ABSTRACT

Jung’s Collected Works can be read as feminist novels. As such they re-story the feminine, incarnate Dionysus and anticipate transdisciplinarity. The Collected Works are novels because they foster many voices. Such tricky writing is the new home of animism, a spirituality allied to a goddess of divine earth, sexuality, body and pluralism rather than dualism. Such an expansive feminine includes what Jung calls feeling and connection as Eros, the trickster androgynous plurality, and nature as “her” complex creativity that he named synchronicity.
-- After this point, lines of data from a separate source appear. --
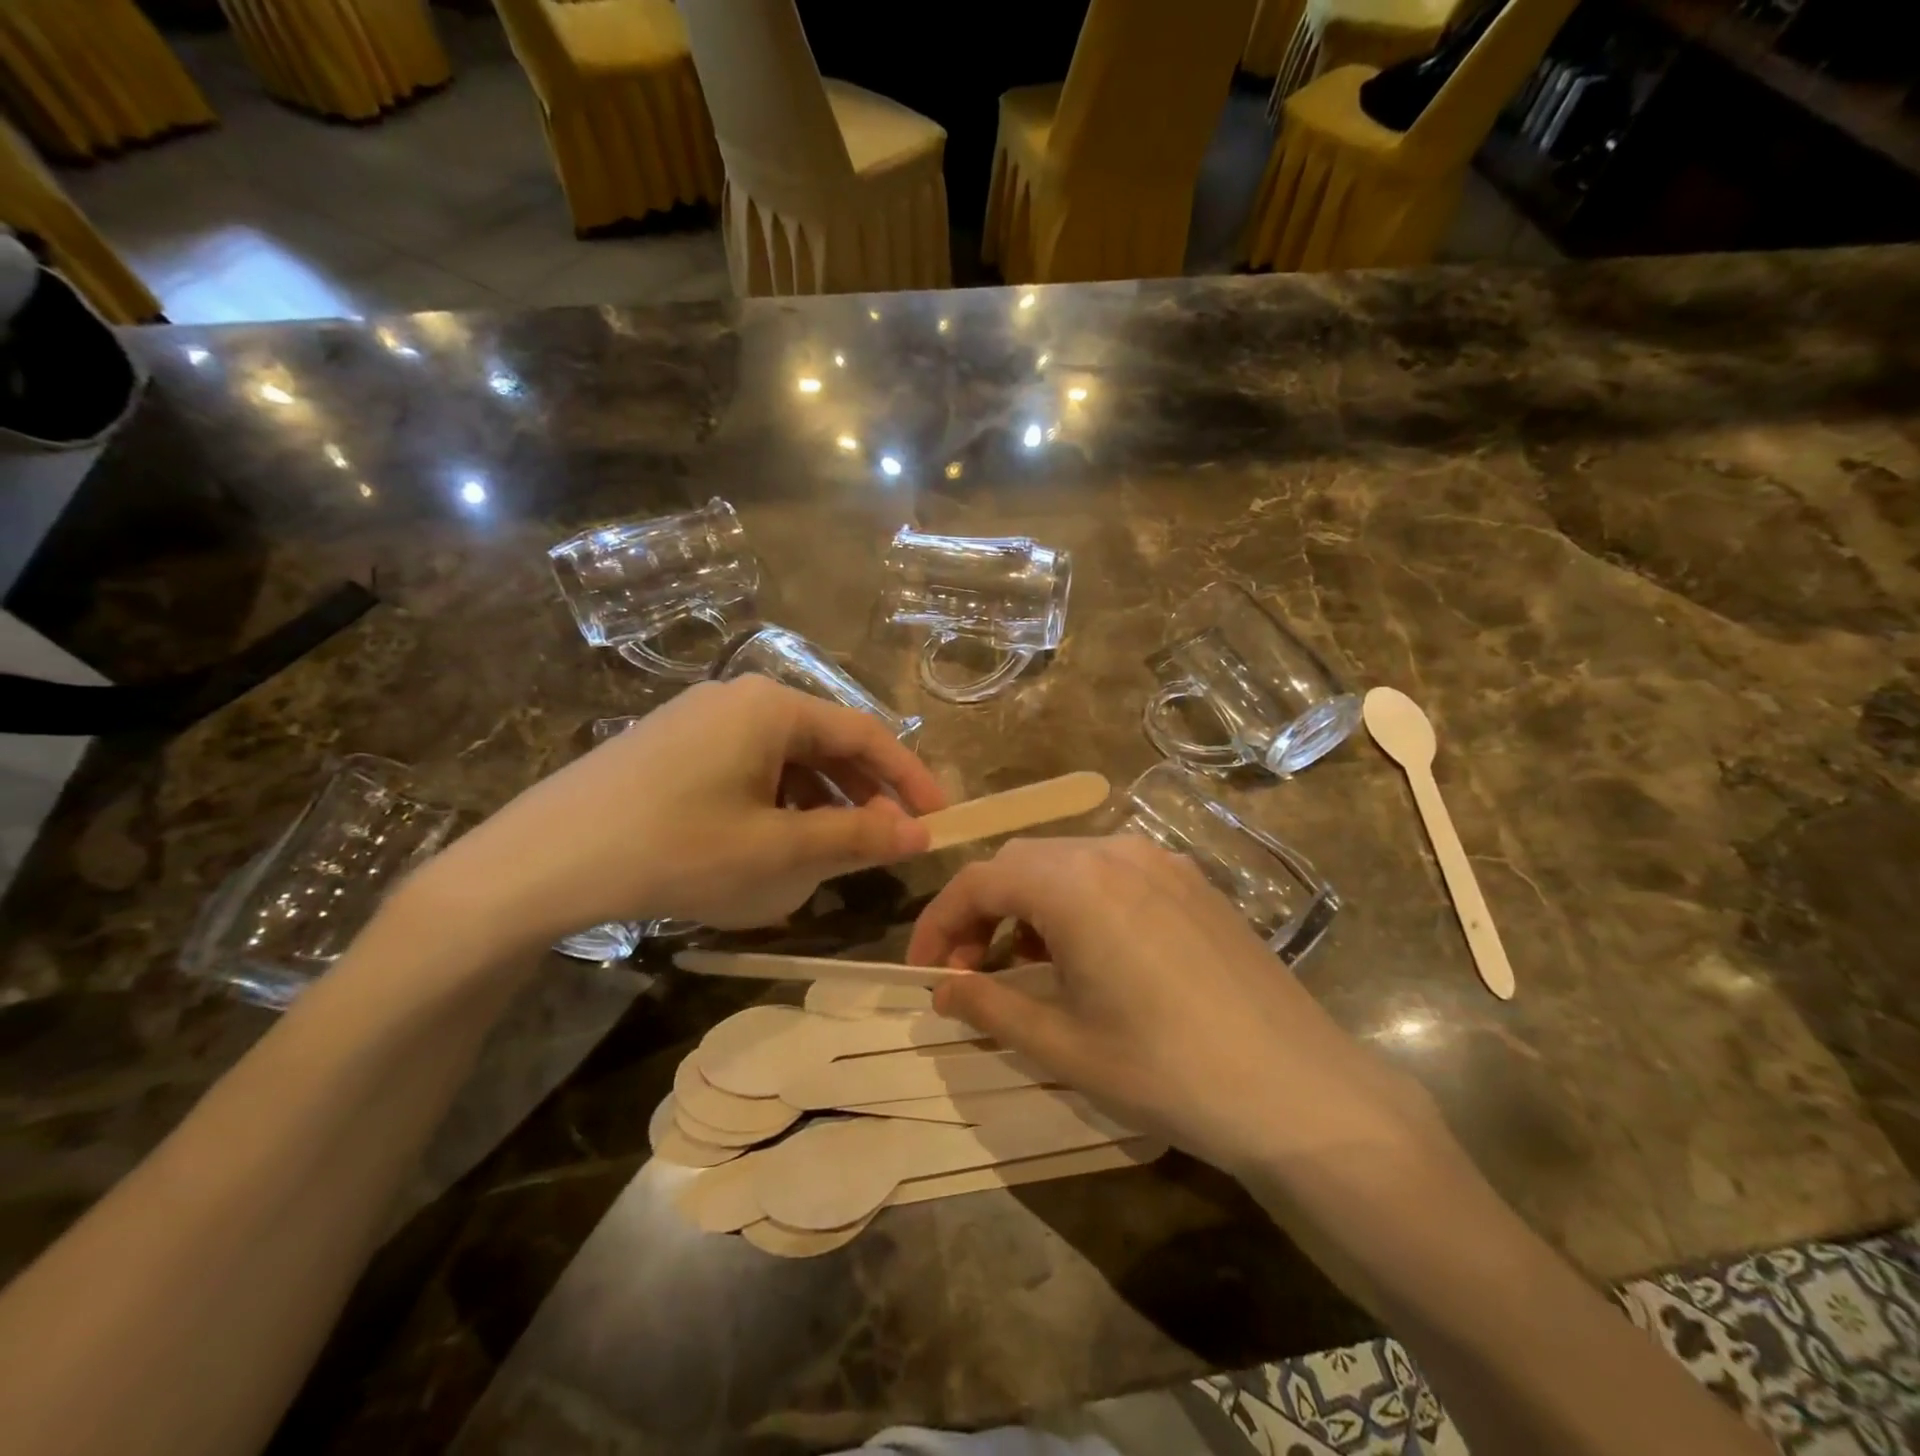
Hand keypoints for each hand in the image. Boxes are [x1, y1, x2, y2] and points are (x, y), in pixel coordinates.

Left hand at [415, 677, 947, 945]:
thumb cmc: (675, 849)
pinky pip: (747, 769)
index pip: (865, 734)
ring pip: (785, 759)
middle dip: (862, 795)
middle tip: (888, 843)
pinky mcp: (671, 747)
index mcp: (773, 706)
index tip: (938, 818)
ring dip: (819, 804)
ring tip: (831, 855)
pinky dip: (776, 804)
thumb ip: (856, 840)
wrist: (540, 863)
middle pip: (826, 743)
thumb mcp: (778, 851)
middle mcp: (740, 699)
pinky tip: (769, 845)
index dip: (908, 778)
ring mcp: (700, 719)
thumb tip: (919, 835)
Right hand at [908, 837, 1445, 1179]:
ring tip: (1023, 962)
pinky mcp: (1191, 880)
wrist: (1297, 1090)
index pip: (979, 881)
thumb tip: (940, 990)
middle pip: (1020, 862)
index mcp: (1074, 884)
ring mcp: (1159, 860)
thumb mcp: (1062, 1045)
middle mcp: (1113, 851)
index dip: (939, 923)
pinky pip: (1110, 871)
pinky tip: (1087, 951)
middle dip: (981, 910)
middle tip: (968, 971)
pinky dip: (1075, 900)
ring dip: (1028, 903)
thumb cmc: (1165, 1071)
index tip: (924, 972)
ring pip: (1065, 862)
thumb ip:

As James Hillman diagnosed, Jung the feminist novelist is Dionysian in enacting dismemberment into parts. These parts are aware of themselves as parts with an emphasis on embodied consciousness. Jung’s trickster and animistic writing here is the dispersed corporeality of the ecstatic god. Taking this unlikely feminist Jung further, we may consider his writing as proto-transdisciplinary. The transdisciplinarity of Basarab Nicolescu in which the hidden third is invoked is written in the Jungian symbol.

Above all, the Jungian symbol occupies what transdisciplinarity calls the logic of the included middle between subject and object. Transdisciplinarity adopts Jung’s project of restoring what has been excluded as feminine and taking it into a cultural-epistemological project that can provide a transreligious and transcultural future.